Fat cannot be produced by the tissue cells without nitrogen in the diet, because the fat-manufacturing protoplasm cannot live without nitrogen, which is absolutely necessary for its own assimilative re-integration. A good supply of nitrogenous food aids in fattening, since it gives vigor to all the protoplasmic metabolism, and among them fat formation.

The albuminoid substance gelatine, which is an important item in the food we ordinarily make use of, is able to effect a saving in the albuminous food stuffs. Although it contains a sufficiently large proportion of nitrogen, it cannot satisfactorily replace albumin in the food.
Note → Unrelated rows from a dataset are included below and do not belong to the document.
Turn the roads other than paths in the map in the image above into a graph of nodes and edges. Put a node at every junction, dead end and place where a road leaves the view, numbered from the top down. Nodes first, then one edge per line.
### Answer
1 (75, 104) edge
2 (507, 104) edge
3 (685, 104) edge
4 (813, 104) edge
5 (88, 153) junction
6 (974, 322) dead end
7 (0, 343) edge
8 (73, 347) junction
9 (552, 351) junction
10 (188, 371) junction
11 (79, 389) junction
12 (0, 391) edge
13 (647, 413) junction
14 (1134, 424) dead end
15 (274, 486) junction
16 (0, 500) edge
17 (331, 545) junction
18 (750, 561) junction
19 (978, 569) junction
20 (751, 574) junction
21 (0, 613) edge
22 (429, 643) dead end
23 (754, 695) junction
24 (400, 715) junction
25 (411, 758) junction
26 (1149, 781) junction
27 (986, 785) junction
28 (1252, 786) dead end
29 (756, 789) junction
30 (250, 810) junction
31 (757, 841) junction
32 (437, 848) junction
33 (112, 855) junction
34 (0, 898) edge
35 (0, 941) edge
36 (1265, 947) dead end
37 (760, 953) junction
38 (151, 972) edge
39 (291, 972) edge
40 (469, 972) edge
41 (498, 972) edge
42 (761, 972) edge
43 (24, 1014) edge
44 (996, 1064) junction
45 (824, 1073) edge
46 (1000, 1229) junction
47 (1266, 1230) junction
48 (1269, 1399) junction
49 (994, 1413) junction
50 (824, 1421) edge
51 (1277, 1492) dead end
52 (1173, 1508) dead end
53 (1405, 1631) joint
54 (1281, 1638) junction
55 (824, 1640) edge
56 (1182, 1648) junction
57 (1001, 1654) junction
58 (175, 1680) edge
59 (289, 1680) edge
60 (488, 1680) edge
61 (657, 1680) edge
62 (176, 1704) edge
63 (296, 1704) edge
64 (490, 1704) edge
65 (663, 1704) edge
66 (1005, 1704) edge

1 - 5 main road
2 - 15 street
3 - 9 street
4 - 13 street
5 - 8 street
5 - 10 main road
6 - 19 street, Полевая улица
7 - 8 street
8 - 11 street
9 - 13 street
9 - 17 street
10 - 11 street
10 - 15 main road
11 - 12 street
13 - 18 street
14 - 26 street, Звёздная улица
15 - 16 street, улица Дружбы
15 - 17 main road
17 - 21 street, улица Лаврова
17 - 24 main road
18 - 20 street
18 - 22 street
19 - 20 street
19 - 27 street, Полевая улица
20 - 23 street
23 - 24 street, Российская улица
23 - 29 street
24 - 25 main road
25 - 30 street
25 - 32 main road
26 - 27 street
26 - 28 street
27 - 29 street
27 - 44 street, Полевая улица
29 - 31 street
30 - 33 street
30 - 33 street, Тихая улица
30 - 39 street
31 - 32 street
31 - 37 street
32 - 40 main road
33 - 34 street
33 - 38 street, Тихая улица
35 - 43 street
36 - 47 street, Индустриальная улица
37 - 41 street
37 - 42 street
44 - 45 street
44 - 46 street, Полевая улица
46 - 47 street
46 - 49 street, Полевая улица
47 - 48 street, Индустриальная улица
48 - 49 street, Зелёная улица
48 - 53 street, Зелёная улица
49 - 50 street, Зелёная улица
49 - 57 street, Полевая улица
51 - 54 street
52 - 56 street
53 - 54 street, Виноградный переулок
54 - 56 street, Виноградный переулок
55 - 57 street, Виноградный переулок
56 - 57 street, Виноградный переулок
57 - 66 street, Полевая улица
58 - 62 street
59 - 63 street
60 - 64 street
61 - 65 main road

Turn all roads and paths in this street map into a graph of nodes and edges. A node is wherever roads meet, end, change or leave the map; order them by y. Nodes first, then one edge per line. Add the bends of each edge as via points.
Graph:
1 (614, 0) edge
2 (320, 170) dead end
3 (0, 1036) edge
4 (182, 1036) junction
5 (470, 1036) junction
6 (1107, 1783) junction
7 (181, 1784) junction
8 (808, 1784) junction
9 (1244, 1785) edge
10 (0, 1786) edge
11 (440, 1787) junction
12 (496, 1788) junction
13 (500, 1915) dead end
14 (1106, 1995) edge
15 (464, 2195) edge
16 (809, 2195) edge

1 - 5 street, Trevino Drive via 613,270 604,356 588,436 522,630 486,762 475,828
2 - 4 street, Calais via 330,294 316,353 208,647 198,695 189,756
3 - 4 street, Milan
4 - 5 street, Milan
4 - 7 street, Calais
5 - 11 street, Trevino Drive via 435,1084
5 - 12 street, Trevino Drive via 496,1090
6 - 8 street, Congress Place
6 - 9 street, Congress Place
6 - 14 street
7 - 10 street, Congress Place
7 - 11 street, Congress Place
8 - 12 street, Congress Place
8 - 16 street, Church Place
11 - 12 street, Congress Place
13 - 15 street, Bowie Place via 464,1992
Indeed, in spite of the great similarity in its chemical composition to albuminous bodies, it can no better replace the proteids in a dietary than fat or carbohydrate; and, although an animal uses up less of its tissue nitrogen on a diet containing gelatine and fat than when it is fed on fat alone, it dies of starvation almost as soon as if its diet contained no nitrogenous substance.

EXCESSIVE CONSUMPTION.

The last case we have to consider is that in which the supply of food material is in excess of the requirements of the economy. This is certainly the commonest case in man.

Much of the surplus food never really enters the system, but is conveyed away with the fæces.

In speaking of pancreatic digestion, reference has been made to the possible destiny of excess of nitrogenous food. In the intestine, some of it is decomposed into leucin and tyrosin, which are absorbed into the intestinal blood vessels. In the body these substances undergo further changes, which probably take place in the liver. As a result of the absorption of leucin, a larger quantity of urea appears in the urine, and hence the leucin formed in the intestine by prolonged pancreatic digestion is an important source of urea. This view is supported by the almost immediate increase in the quantity of urea eliminated when albuminous food is taken in large quantity.

From the fact that a considerable amount of fat may be stored up by an animal supplied with a liberal diet of lean meat, we must conclude that part at least of the surplus albumin goes to form fat. It has been suggested that, after sufficient albumin has been absorbed for the nutritive requirements of the nitrogenous tissues, the rest is split up into two parts, one of which is immediately prepared for elimination as urea by the liver, and the other undergoes changes, probably in the same organ, which result in its being converted into fat.

It would further seem probable, from the manner in which the urea excretion changes during starvation, that, as before mentioned, the absorbed albumin exists in the economy in two forms: one in which it has been actually assimilated by the nitrogenous tissues and forms part of them, and hence is called organ albumin; the other, which is merely in solution in the fluids. of the body, being in stock, but not yet ultimately assimilated, and hence called circulating albumin. The latter passes away during the first few days of starvation, being probably broken up to form urea, and a material which serves the turn of nonnitrogenous food. The organ albumin appears to supply the urea after the circulating albumin has completely disappeared.

From the foregoing it will be gathered that we cannot say what are the exact destinies of the various food stuffs in the body. Proteids are not exclusively utilized in the re-integration of proteid tissues, as an excess gives rise to a deposit of fat. Carbohydrates are not employed simply to replace the carbohydrates constituting part of the tissues, but, as will be shown when speaking of muscle metabolism, they are intimately related to the chemical changes which take place during the activity of that tissue. If fats are chiefly devoted to the restitution of the fat of the body, they certainly are not the only kind of food from which fat can be made.

We may say, then, that all food stuffs are destined to feed the living protoplasm, whether it be in the form of gland cells, the cells of the connective tissues, or muscle plasma, so that all the food stuffs that are really assimilated contribute to the maintenance of protoplasm and subserve its various functions.